Among those high-end options, is there one that’s the Ferrari of toilets?
The Japanese toilet, the bidet toilet, the spray for anal washing, they have differences between spraying for a male one and a female one and also heated toilet seats. I think all of these are very fancy and very comfortable. In fact, the Japanese miss their toilets when they travel.
So Japan is the most highly evolved country where toilets are concerned?
I think America can learn from Japan. You will not find graffiti in the toilet, you will not find vandalism, and you will not find drug users or homeless people. Everything is orderly and every toilet you go into is clean. The reason is that the people feel the toilet is their face. If it is a public toilet, it reflects the community; if it’s a factory toilet, it reflects the quality control. And if it’s your house, it reflects your family. To arrive at this level of maturity and civilization, the Americans are 20, 30 years behind the Japanese.
Japanese washlet toilets have been around for a while; what sorts of bells and whistles can we expect from toilets in the future?
I think the future of the toilet is that the toilet becomes a health diagnositic center. Because when you download your poop and your pee, you are actually downloading a lot of data. So we can tell about your colorectal cancer or diabetes or whatever health issue. There’s so much that we can see.
So if I want to invest in a toilet-related startup, I should put my money in diagnostic toilets?
I think the diagnostic toilet could be something to invest in, because that actually saves a lot of money. And insurance companies want it to happen so that they don’t pay out too much. Preventative health and predictive health become cheaper than curing people after they already got into a serious, advanced stage of the disease. But these are things that are still not yet fully developed and is probably at startup level.
Poo-Pourri has become a wildly successful business.
Poo-Pourri is doing a very fantastic job because the way they’re marketing it is so irreverent, just like the World Toilet Organization. And they’re able to make something unspeakable actually very sellable. Once the toilet becomes popular and a normal subject, it will trigger out a whole bunch of consumer goods, because people will feel very normal.
Speaking of Poo-Pourri, do you have a favorite method of odor elimination?
The real problem is true: you don’t want to offend people with all your farts. But there’s nothing wrong with poop smell; the reason it has to smell is because it has to protect you from touching it, it has to protect children from playing with it, and the smell is a self-defense which is misunderstood with “Ew, i produced a pungent smell, I’m not a nice person.” No, you’re just a normal person.
What’s next for the WTO? Anything wacky like the Trump Village stunt?
We are planning how to franchise and license the brand of World Toilet Organization into products.
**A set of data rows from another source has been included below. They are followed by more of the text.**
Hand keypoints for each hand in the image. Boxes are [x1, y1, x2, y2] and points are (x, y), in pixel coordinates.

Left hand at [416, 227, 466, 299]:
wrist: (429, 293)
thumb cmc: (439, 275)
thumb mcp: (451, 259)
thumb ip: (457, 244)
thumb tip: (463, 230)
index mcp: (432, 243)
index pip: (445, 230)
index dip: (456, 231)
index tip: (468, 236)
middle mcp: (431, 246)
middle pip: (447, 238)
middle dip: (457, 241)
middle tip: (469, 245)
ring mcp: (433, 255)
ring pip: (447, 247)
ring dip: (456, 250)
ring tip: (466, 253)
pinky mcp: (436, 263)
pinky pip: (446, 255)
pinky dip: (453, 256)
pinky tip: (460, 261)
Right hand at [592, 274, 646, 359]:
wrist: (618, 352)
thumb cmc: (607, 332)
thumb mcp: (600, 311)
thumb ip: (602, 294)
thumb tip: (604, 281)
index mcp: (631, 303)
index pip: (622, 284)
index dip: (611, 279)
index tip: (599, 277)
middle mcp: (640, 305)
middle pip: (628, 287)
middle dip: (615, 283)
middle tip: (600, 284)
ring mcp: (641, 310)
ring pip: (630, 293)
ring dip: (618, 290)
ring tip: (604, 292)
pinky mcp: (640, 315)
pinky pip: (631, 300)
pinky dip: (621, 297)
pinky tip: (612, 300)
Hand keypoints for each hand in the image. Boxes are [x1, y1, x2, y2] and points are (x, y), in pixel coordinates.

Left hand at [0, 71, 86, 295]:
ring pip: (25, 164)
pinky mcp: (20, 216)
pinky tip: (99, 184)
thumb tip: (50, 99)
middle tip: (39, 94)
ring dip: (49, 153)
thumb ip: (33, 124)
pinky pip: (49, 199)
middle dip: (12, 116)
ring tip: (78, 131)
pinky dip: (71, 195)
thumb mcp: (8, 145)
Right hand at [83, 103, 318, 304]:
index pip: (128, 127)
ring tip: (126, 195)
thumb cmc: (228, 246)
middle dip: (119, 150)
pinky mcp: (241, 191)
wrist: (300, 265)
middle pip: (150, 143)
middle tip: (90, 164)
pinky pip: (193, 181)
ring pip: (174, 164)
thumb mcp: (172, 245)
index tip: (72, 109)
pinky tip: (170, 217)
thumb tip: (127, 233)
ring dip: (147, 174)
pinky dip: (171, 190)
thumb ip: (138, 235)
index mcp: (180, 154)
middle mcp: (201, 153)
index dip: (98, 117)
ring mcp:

So let’s say people like Uniqlo could make poop t-shirts and sell them and give us a license fee, or we could behave like Mickey Mouse or Disneyland or Star Wars products. The toilet is really fun, so we just signed up with some licensing agreement and we could do with a new revenue model. I still want to do a World Toilet Museum. It’s not ready. We have already designed the concept and an architect has made a very good concept for it.
What are your dream items for the World Toilet Museum? Elvis’s throne?
We’ve been collecting. It could be history, culture, and technology items. I have collected several. This is a long-term thing.